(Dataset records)
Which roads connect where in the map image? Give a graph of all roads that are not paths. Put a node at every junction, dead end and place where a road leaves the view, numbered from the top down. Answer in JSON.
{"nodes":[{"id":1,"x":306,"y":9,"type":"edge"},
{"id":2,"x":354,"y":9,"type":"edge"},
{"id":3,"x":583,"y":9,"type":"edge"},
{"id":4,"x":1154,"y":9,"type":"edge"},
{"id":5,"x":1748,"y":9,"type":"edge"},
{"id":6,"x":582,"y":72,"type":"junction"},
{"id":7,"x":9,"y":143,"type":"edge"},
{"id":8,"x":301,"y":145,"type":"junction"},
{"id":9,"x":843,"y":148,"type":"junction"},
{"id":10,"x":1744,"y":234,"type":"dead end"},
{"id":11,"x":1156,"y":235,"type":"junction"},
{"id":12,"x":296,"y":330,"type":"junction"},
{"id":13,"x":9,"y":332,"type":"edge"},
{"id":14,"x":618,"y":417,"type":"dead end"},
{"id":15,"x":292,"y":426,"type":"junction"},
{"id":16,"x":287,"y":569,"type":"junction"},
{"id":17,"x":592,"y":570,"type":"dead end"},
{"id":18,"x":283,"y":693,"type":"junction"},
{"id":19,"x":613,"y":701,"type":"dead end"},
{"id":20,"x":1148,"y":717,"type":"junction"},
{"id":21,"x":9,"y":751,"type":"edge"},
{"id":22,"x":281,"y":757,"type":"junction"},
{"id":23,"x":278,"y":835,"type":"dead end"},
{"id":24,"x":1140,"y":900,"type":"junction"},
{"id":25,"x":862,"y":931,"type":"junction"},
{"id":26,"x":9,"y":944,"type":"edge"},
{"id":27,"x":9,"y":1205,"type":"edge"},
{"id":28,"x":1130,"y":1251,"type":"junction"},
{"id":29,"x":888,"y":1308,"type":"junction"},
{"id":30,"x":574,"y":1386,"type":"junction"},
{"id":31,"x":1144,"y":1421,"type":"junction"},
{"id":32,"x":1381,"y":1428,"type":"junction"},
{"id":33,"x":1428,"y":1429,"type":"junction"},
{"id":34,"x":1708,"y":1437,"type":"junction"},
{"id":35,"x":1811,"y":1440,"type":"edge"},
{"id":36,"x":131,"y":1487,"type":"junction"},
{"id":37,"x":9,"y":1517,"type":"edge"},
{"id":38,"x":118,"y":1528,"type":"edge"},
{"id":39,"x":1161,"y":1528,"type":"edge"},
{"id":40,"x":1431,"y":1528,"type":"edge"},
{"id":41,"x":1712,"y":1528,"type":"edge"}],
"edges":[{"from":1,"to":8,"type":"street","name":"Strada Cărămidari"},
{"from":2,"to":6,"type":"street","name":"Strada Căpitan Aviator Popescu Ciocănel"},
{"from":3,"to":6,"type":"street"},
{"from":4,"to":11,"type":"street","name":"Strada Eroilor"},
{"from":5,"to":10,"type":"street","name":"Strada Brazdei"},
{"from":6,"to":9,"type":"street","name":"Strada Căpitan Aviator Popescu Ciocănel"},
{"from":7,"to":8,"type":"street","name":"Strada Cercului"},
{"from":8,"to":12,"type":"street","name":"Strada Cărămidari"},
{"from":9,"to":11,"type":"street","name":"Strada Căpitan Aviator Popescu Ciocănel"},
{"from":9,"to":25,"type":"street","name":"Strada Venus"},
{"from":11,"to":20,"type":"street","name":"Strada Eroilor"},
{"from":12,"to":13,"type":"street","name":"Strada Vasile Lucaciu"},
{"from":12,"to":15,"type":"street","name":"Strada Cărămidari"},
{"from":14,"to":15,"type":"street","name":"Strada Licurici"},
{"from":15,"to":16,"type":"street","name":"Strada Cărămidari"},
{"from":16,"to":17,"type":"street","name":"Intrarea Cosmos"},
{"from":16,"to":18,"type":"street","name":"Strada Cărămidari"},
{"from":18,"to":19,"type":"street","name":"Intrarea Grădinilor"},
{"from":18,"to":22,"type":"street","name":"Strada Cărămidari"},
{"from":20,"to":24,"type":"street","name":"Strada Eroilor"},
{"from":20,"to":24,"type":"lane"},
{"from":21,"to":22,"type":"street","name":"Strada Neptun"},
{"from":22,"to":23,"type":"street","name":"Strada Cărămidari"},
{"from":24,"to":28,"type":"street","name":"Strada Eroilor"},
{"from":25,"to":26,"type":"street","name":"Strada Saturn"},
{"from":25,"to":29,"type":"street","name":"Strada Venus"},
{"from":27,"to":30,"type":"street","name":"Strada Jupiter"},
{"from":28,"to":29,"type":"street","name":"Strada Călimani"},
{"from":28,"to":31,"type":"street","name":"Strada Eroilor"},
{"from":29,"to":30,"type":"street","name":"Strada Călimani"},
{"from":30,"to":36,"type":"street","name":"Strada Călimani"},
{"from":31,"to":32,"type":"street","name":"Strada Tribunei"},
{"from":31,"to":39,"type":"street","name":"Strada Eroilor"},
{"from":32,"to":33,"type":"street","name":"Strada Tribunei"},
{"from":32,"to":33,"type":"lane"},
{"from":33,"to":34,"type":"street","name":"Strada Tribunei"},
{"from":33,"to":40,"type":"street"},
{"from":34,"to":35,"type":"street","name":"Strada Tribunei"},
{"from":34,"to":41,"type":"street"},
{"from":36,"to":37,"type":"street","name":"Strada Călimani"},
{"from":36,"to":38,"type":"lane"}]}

§ YOUR TASK: Return every entry exactly; no line may be missing.

§ RESPONSE:
Which roads connect where in the map image? Give a graph of all roads that are not paths. Put a node at every junction, dead end and place where a road leaves the view, numbered from the top down. Answer in JSON.
{"nodes":[{"id":1,"x":306,"y":9,"type":"edge"},
{"id":2,"x":354,"y":9,"type":"edge"},
{"id":3,"x":583,"y":9,"type":"edge"},
{"id":4,"x":1154,"y":9,"type":"edge"},
{"id":5,"x":1748,"y":9,"type":"edge"},
{"id":6,"x":582,"y":72,"type":"junction"},
{"id":7,"x":9,"y":143,"type":"edge"},
{"id":8,"x":301,"y":145,"type":"junction"},
{"id":9,"x":843,"y":148,"type":"junction"},
{"id":10,"x":1744,"y":234,"type":"dead end"},
{"id":11,"x":1156,"y":235,"type":"junction"},
{"id":12,"x":296,"y":330,"type":"junction"},
{"id":13,"x":9,"y":332,"type":"edge"},
{"id":14,"x":618,"y":417,"type":"dead end"},
{"id":15,"x":292,"y":426,"type":"junction"},
{"id":16,"x":287,"y":569,"type":"junction"},
{"id":17,"x":592,"y":570,"type":"dead end"},
{"id":18,"x":283,"y":693,"type":"junction"},
{"id":19,"x":613,"y":701,"type":"dead end"},
{"id":20,"x":1148,"y":717,"type":"junction"},
{"id":21,"x":9,"y":751,"type":"edge"},
{"id":22,"x":281,"y":757,"type":"junction"},
{"id":23,"x":278,"y":835,"type":"dead end"},
{"id":24,"x":1140,"y":900,"type":"junction"},
{"id":25,"x":862,"y":931,"type":"junction"},
{"id":26,"x":9,"y":944,"type":"edge"},
{"id":27,"x":9,"y":1205,"type":"edge"},
{"id":28,"x":1130,"y":1251,"type":"junction"},
{"id":29,"x":888,"y":1308,"type":"junction"},
{"id":30,"x":574,"y":1386,"type":"junction"},
{"id":31,"x":1144,"y":1421,"type":"junction"},
{"id":32,"x":1381,"y":1428,"type":"junction"},
{"id":33,"x":1428,"y":1429,"type":"junction"},
{"id":34,"x":1708,"y":1437,"type":"junction"},
{"id":35,"x":1811,"y":1440,"type":"edge"},
{"id":36,"x":131,"y":1487,"type":"junction"},
{"id":37,"x":9,"y":1517,"type":"edge"},
{"id":38,"x":118,"y":1528,"type":"edge"},
{"id":39,"x":1161,"y":1528,"type":"edge"},
{"id":40,"x":1431,"y":1528,"type":"edge"},
{"id":41,"x":1712,"y":1528,"type":"edge"}],
"edges":[{"from":1,"to":8,"type":"street","name":"Strada Cărămidari"},
{"from":2,"to":6,"type":"street","name":"Strada Căpitan Aviator Popescu Ciocănel"},
{"from":3,"to":6,"type":"street"},
{"from":4,"to":11,"type":"street","name":"Strada Eroilor"},
{"from":5,"to":10,"type":"street","name":"Strada Brazdei"},
{"from":6,"to":9,"type":"street","name":"Strada Căpitan Aviator Popescu Ciocănel"},
{"from":7,"to":8,"type":"street","name":"Strada Cercului"},
{"from":8,"to":12,"type":"street","name":"Strada Cărămidari"},
{"from":9,"to":11,"type":"street","name":"Strada Căpitan Aviator Popescu Ciocănel"},
{"from":9,"to":25,"type":"street","name":"Strada Venus"},
{"from":11,"to":20,"type":"street","name":"Strada Eroilor"},
{"from":12,"to":13,"type":"street","name":"Strada Vasile Lucaciu"},
{"from":12,"to":15,"type":"street","name":"Strada Cărămidari"},
{"from":14,"to":15,"type":"street","name":"Strada Licurici"},
{"from":15,"to":16,"type":"street","name":"Strada Cărămidari"},
{"from":16,"to":17,"type":"street","name":"Intrarea Cosmos"},
{"from":16,"to":18,"type":"street","name":"Strada Cărămidari"},
{"from":18,"to":19,"type":"street","name":"Intrarea Grădinilor"},
{"from":18,"to":22,"type":"street","name":"Strada Cărămidari"},
{"from":20,"to":24,"type":"street","name":"Strada Eroilor"},
{"from":20,"to":24,"type":"lane"},
{"from":21,"to":22,"type":"street","name":"Strada Neptun"},
{"from":22,"to":23,"type":"street","name":"Strada Cărămidari"},
{"from":24,"to":28,"type":"street","name":"Strada Eroilor"},
{"from":25,"to":26,"type":"street","name":"Strada Saturn"},
{"from":25,"to":29,"type":"street","name":"Strada Venus"},
{"from":27,"to":30,"type":"street","name":"Strada Jupiter"},
{"from":28,"to":29,"type":"street","name":"Strada Călimani"},
{"from":28,"to":31,"type":"street","name":"Strada Eroilor"},
{"from":29,"to":30,"type":"street","name":"Strada Călimani"},
{"from":30,"to":36,"type":"street","name":"Strada Călimani"},
{"from":31,"to":32,"type":"street","name":"Strada Tribunei"},
{"from":31,"to":39,"type":"street","name":"Strada Eroilor"},
{"from":32,"to":33,"type":"street","name":"Strada Tribunei"},
{"from":32,"to":33,"type":"lane"},
{"from":33,"to":34,"type":"street","name":"Strada Tribunei"},
{"from":33,"to":40,"type":"street"},
{"from":34,"to":35,"type":"street","name":"Strada Tribunei"},
{"from":34,"to":41,"type":"street"},
{"from":36,"to":37,"type":"street","name":"Strada Călimani"},
{"from":36,"to":38,"type":"lane"}]}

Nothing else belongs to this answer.